** Data follows **

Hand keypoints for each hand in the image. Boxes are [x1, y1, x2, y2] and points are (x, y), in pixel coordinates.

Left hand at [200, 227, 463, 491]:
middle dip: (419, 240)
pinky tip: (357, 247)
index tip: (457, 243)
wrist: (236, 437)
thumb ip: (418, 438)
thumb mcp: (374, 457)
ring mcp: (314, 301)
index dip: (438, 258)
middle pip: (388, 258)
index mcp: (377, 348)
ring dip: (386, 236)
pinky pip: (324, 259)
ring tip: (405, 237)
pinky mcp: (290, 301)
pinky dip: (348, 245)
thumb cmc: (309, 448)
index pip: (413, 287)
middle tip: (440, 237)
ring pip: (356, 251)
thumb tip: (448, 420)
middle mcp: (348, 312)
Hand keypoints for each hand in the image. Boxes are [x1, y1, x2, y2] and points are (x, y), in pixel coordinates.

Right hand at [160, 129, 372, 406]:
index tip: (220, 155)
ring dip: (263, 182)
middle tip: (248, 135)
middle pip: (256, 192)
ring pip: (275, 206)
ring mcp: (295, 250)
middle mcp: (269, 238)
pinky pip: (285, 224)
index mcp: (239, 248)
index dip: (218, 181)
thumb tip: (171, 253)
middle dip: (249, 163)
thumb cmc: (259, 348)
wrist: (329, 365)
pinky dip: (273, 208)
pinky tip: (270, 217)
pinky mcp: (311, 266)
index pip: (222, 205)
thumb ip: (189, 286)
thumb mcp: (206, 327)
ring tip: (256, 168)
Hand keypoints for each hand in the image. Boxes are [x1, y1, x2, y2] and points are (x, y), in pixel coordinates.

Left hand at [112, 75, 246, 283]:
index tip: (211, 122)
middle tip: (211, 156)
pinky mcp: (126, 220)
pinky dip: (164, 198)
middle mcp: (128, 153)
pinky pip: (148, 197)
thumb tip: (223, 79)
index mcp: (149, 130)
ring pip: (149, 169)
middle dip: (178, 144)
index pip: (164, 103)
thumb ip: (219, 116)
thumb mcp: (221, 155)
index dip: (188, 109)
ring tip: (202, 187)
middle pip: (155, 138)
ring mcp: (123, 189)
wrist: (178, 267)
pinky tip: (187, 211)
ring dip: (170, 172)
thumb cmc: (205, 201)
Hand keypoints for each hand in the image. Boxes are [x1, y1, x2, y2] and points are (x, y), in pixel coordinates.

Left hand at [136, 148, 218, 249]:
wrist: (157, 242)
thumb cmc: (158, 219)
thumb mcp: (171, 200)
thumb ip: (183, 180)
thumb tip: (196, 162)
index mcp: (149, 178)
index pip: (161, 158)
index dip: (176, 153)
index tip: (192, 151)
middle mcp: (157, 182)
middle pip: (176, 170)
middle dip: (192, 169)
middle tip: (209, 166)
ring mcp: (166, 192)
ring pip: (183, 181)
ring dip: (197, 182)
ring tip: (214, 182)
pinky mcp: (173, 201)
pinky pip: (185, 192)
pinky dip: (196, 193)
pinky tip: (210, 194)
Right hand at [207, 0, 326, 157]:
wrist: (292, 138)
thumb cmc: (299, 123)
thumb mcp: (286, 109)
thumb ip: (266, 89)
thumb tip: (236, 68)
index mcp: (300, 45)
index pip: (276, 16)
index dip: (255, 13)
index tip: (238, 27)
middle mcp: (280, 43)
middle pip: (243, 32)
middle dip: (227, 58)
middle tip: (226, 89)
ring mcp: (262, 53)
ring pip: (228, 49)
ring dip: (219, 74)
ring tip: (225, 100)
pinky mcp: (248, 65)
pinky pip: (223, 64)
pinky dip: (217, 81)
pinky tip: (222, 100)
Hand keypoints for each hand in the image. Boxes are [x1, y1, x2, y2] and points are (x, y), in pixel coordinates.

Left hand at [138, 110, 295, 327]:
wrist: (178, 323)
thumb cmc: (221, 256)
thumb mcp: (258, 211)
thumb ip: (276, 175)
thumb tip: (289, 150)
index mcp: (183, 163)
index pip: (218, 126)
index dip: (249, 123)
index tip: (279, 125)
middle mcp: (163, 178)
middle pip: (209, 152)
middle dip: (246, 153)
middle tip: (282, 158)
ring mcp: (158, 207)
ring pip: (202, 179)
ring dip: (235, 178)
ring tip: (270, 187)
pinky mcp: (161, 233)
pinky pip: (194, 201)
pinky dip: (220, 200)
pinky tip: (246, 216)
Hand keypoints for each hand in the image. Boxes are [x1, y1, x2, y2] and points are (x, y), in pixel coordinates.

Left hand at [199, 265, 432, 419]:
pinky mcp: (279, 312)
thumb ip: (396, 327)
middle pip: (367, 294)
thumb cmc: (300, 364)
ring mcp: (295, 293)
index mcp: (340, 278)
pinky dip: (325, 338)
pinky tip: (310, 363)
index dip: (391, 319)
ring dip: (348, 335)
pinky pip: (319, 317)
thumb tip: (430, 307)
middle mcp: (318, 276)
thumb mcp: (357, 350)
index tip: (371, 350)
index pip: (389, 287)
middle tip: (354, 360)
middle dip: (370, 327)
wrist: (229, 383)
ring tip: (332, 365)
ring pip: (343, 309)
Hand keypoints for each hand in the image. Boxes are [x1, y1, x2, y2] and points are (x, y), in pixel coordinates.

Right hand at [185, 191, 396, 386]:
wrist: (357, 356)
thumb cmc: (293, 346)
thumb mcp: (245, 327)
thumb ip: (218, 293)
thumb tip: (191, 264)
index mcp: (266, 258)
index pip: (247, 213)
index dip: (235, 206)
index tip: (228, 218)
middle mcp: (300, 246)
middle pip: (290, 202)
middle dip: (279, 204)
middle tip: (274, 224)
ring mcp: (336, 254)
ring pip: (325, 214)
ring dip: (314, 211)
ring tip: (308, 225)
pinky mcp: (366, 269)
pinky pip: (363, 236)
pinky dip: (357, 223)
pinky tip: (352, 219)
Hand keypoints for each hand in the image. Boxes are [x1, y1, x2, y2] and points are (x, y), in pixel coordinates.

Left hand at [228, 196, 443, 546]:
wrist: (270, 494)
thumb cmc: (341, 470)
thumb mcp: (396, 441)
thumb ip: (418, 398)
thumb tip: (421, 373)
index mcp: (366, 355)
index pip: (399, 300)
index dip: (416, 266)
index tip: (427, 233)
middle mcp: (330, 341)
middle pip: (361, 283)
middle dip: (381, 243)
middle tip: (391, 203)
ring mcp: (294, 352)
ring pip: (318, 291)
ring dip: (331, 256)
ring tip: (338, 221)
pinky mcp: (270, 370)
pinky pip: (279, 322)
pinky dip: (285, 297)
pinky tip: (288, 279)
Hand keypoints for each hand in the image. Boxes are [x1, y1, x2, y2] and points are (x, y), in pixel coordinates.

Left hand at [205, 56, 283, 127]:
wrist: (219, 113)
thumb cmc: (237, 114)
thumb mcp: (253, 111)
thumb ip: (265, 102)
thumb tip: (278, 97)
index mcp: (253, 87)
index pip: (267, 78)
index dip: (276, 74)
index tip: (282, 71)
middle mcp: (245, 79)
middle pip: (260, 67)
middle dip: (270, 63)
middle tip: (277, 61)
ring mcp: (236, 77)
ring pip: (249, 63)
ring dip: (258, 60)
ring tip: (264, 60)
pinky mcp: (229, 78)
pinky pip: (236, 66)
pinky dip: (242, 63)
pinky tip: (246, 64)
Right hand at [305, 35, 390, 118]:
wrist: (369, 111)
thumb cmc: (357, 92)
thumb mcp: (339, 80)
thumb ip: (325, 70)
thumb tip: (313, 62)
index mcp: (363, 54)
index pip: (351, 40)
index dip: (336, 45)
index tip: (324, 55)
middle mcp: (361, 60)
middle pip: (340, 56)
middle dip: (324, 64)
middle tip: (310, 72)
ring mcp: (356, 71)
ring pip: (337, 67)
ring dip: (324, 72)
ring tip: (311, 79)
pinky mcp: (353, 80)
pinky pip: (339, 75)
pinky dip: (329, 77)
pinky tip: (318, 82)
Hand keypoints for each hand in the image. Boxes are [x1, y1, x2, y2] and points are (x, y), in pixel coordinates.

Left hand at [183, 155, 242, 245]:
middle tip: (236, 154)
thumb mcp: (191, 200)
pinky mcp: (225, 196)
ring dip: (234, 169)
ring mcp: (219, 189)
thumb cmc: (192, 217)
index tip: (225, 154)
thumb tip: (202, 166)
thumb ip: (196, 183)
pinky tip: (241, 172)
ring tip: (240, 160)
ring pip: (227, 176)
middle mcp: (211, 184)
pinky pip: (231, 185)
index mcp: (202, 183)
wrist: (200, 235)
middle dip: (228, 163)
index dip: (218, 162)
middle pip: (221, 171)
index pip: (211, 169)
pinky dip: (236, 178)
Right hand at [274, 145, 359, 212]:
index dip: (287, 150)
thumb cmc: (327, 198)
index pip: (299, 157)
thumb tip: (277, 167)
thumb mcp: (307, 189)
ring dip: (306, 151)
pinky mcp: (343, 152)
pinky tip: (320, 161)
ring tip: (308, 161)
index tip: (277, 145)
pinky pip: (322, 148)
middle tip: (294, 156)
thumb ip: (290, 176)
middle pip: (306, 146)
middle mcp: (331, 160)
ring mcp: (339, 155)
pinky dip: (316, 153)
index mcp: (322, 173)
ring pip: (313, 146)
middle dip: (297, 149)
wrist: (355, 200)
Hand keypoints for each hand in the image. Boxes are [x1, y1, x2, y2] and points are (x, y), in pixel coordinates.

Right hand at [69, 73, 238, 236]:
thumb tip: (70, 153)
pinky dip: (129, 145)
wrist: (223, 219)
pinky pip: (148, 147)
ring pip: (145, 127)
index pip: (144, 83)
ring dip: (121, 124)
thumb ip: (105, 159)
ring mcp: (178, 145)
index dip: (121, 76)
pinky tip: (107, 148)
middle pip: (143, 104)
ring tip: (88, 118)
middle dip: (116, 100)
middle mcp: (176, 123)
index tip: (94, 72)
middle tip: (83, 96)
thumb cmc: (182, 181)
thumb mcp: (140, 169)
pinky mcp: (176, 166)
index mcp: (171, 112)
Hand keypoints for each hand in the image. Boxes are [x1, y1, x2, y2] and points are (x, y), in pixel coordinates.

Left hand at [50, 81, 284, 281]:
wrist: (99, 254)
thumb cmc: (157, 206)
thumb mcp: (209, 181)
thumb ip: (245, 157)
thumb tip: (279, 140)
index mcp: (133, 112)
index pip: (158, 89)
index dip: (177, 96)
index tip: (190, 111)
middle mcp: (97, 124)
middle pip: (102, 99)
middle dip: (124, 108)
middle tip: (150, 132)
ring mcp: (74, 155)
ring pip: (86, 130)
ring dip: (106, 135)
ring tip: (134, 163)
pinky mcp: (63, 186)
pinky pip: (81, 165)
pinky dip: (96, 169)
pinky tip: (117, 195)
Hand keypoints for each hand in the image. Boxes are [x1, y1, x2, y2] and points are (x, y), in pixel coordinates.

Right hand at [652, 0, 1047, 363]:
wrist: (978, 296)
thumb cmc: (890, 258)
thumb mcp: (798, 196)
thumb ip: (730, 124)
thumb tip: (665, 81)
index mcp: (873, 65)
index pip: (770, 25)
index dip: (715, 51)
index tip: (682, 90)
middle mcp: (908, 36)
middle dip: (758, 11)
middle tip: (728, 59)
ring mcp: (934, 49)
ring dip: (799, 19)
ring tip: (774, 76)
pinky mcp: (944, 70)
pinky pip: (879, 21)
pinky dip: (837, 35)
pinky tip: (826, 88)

** End of Data **

> _Activity_
What you return must be the lines above that run from the line with "index mcp: (377, 348)" to the line with "ring tip: (256, 168)", inclusive, each copied exactly.

> _Completed task_
index mcp: (377, 348)
ring dip: (386, 236)
pinky pip: (324, 259)
ring tip: (405, 237)
pinky mcp: (290, 301)
pinky dip: (348, 245)
thumb cmc: (309, 448)
index pip: (413, 287)
middle tip: (440, 237)
ring pip: (356, 251)
thumb tip: (448, 420)
middle mcp: (348, 312)
Hand keypoints for each hand in the image. Boxes are [x1, y1, x2, y2] and points are (x, y), in pixel coordinates.

Right hand at [160, 129, 372, 406]:
index tip: (220, 155)
ring dip: (263, 182)
middle tip: (248, 135)
middle pip: (256, 192)
ring pip: (275, 206)
ring mcp: (295, 250)
middle mcp: (269, 238)
pinky pip: (285, 224)
index mcp: (239, 248)
index dip: (218, 181)
thumb tip: (171, 253)
middle dip: (249, 163)
thumb cmc: (259, 348)
wrist: (329, 365)
pinky dip: (273, 208)
pinky tip: (270, 217)
pinky mcp: (311, 266)
index pip: (222, 205)
thumb ip: (189, 286)
thumb mcp: (206, 327)
ring tip: (256, 168)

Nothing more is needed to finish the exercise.